- Saved entries:

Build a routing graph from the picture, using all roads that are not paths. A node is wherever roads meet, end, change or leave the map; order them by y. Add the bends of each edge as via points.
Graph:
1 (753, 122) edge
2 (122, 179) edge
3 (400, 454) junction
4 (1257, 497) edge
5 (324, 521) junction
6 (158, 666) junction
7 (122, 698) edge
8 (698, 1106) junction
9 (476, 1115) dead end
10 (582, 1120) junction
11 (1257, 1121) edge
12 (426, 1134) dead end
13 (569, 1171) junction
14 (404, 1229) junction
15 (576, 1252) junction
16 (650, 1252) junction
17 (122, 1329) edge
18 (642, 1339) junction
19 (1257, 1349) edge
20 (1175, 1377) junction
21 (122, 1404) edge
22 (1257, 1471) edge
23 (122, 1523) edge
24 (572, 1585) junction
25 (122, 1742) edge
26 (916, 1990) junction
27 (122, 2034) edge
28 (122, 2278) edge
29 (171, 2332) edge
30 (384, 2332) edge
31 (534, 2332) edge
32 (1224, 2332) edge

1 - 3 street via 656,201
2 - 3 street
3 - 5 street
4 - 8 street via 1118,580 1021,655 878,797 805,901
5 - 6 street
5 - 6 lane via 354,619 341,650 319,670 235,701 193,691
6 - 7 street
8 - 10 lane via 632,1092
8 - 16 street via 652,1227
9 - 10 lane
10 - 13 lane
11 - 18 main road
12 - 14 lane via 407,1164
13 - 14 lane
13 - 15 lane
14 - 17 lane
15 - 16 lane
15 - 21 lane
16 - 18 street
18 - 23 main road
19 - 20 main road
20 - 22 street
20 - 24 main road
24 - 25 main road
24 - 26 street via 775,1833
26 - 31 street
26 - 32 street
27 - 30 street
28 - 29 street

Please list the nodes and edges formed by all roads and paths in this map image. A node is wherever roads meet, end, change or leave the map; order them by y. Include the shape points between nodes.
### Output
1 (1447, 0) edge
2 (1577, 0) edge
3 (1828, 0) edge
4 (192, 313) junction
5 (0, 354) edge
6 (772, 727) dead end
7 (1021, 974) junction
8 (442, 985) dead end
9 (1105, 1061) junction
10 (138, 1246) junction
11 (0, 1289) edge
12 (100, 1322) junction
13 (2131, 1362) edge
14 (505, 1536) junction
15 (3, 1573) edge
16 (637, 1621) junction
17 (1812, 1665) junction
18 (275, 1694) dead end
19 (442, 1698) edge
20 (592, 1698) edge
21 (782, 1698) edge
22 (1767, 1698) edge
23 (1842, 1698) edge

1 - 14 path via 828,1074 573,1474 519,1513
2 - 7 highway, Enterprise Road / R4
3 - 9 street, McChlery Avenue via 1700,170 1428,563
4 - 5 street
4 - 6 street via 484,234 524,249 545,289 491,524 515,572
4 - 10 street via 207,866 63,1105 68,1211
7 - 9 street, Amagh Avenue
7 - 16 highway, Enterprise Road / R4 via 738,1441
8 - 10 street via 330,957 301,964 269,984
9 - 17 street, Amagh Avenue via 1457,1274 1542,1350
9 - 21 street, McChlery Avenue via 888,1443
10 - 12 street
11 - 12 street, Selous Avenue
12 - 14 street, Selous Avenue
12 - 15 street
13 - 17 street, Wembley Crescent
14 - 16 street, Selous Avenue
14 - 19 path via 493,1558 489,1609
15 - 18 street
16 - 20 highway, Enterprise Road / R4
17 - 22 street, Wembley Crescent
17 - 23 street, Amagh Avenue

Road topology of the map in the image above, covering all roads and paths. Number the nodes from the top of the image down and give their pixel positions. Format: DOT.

- Goal of the exercise: Pull from the data each line where the string "order" turns up.

- Solution:
Build a routing graph from the picture, using all roads that are not paths. A node is wherever roads meet, end, change or leave the map; order them by y. Add the bends of each edge as via points.
Please list the nodes and edges formed by all roads and paths in this map image. A node is wherever roads meet, end, change or leave the map; order them by y. Include the shape points between nodes.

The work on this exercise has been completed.